Most Efficient way to Compute the sum of divisors of N (1 ≤ N ≤ 1 000 000 000)

Question

I want to write a code which computes the sum of divisors of a number N(1 ≤ N ≤ 1 000 000 000), excluding the number itself.

However, I need an efficient way to do it. It suppose to print the answer under 1 second. I know it depends on hardware etc. But I have an i7 machine though it takes more than a second (for the worst case scenario which is 1000000000 ) because of my poor code.

So to make it more understandable:

EX: Sample input: 10 --> Output should be: 8 (because we know 1 + 2 + 5 = 8)

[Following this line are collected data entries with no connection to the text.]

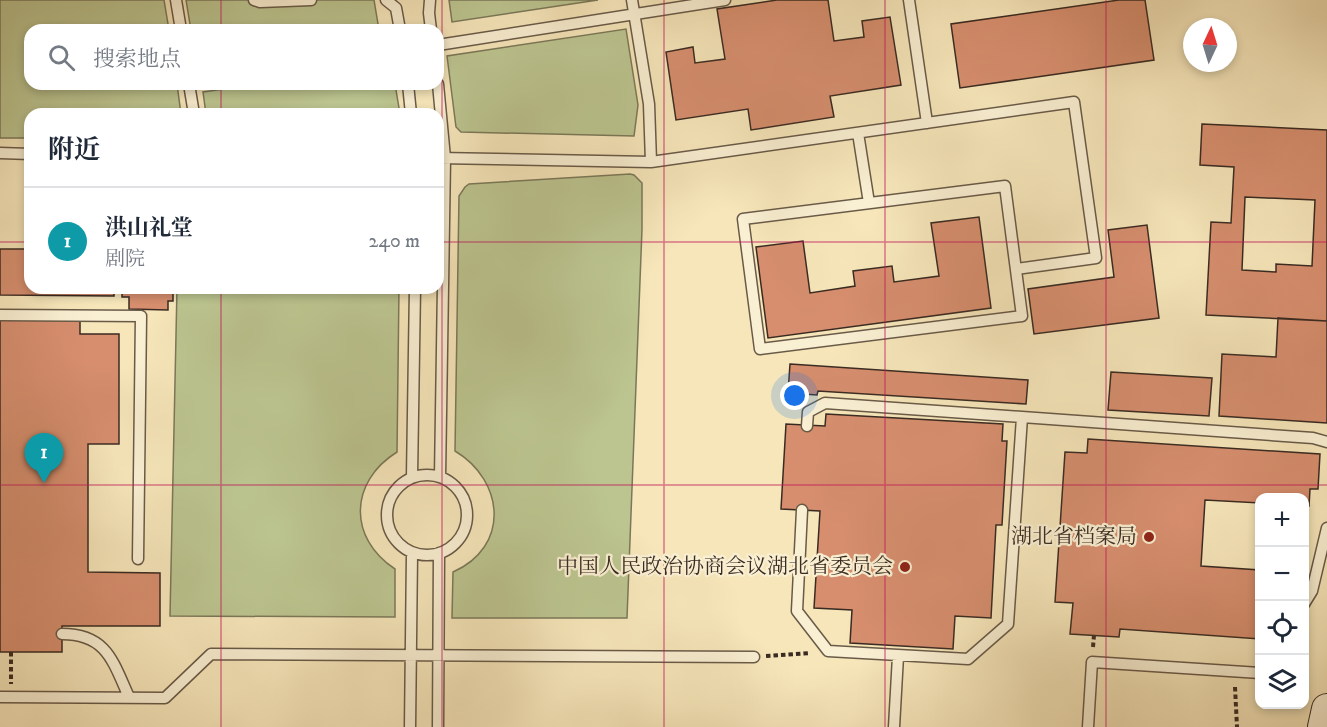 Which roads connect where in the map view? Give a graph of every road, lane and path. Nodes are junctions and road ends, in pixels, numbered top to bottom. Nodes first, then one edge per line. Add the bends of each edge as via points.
1 (176, 0) edge
2 (254, 0) edge
3 (311, 0) edge
4 (386, 0) edge
5 (430, 0) edge
6 (632, 0) edge
7 (725, 0) edge
8 (909, 0) edge
9 (634, 14) junction
10 (180, 24) edge
11 (399, 24) edge
12 (430, 24) edge
13 (444, 44) edge
14 (190, 90) edge
15 (409, 90) edge
16 (438, 90) edge
17 (193, 108) edge
18 (410, 108) edge
19 (439, 108) edge
20 (927, 123) junction
21 (858, 134) junction
22 (0, 153) edge
23 (24, 154) edge
24 (444, 158) edge
25 (651, 162) junction
26 (869, 203) junction
27 (1016, 269) junction
28 (415, 294) edge
29 (441, 294) edge
30 (0, 315) edge
31 (1022, 417) junction
32 (807, 426) dead end
33 (1327, 442) edge
34 (412, 476) junction
35 (440, 477) junction
36 (802, 510) dead end
37 (1327, 528) edge
38 (412, 553) junction
39 (439, 553) junction
40 (138, 560) dead end
41 (1307, 601) edge
42 (63, 634) dead end
43 (828, 651) junction
44 (11, 652) dead end
45 (411, 655) junction
46 (438, 655) junction
47 (898, 656) junction
48 (754, 657) joint
49 (1234, 671) junction
50 (1255, 673) edge
51 (5, 697) edge
52 (129, 698) junction
53 (1327, 709) edge
54 (410, 727) edge
55 (438, 727) edge
56 (894, 727) edge
57 (1088, 727) edge
58 (1237, 727) edge
59 (1323, 727) edge

1 - 10 lane
2 - 3 lane
4 - 11 lane via 396,8
5 - 12 lane
6 - 9 lane
7 - 9 lane
8 - 20 lane
9 - 13 lane
9 - 25 lane via 649,104
14 - 17 lane
15 - 18 lane
16 - 19 lane
20 - 21 lane
20 - 27 lane via 1074,102 1096,258
21 - 25 lane
21 - 26 lane
22 - 23 lane
24 - 25 lane
26 - 27 lane via 1005,186
26 - 27 lane via 743,219 760,349 1022,316
28 - 34 lane
29 - 35 lane
30 - 40 lane via 141,315
31 - 32 lane via 825,403 808,412
31 - 33 lane
31 - 47 lane via 1008,624 968,660
34 - 35 lane
34 - 38 lane via 394,491 387,514 394,537
35 - 39 lane via 460,491 467,515 459,539
36 - 43 lane via 797,611
37 - 41 lane
38 - 39 lane
38 - 45 lane
39 - 46 lane
42 - 52 lane via 90,638 106,650
43 - 47 lane
43 - 48 path
44 - 51 path
45 - 46 lane
45 - 52 lane via 211,654 165,698
45 - 54 lane
46 - 48 lane
46 - 55 lane
47 - 56 lane
49 - 50 lane
49 - 57 lane via 1092,662
49 - 58 path
51 - 52 lane
53 - 59 main road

EX: Input: 20 --> Output suppose to be: 22 ( 1 + 2 + 4 + 5 + 10 = 22 )

So far i wrote this:

public class Main
{
public static void main(String[] args)
{
    @SuppressWarnings("resource")
    Scanner read = new Scanner(System.in);

    System.out.print("How many times you would like to try: ");
    int len = read.nextInt();

    for(int w = 0; w < len; w++)
    {
        System.out.print("Number: ");
        int input = read.nextInt();

        int remains = 1;
        int sum = remains;

        /* All I know we only need to check half of the given number as 
           I learned ages ago. I mean (input / 2) :D */

        for(int i = 2; i <= input / 2; i++)
        {
            if(input % i == 0) sum += i;
        }

        System.out.print("Result: " + sum);
    }

}
}

So the question is How to improve this solution ? How to make it more efficient or let me put it this way. Is there a way to do it more efficient ?

You haven't indicated how much memory can be used. Eventually, the way fast enough would be to pre-compute all the results, store them in a database, and then do a simple `select` query when you need an answer. — Arseni Mourzenko, Nov 29 '14 at 03:21
You need to check up to a square root of N adding two values at a time whenever appropriate. — PM 77-1, Nov 29 '14 at 03:22
Thanks for your all responses! MainMa It's a good advice but unfortunately, contract doesn't let use of databases. And PM 77 now I'm working on it! — Jon Snow, Nov 29 '14 at 03:41

Doc Brown · Accepted Answer · 2015-12-20T10:27:22.627

9

Here is a simple improvement which will most probably meet your time constraints. For every divisor i of N, there is also a corresponding divisisor N/i. Thus to find all pairs of divisors, you need only to loop from 1 to the square root N. So try something along the lines of

    int maxD = (int)Math.sqrt(input);
    int sum=1;
    for(int i = 2; i <= maxD; i++)
    {
        if(input % i == 0)
        {
           sum += i;
           int d = input/i;
           if(d!=i)
              sum+=d;
        }
    }

Note that the "prime factorization" method from the other answer method hides the complexity of the algorithm behind an invisible factorization method. And when you implement a simple form of prime factorization like "trial division", you end up by an algorithm which works very similar like the one above. So the prime factorization method may speed up things up for values of N with many small prime factors, but not when N itself is a prime (at least not, when you don't want to implement a very sophisticated prime factorization method).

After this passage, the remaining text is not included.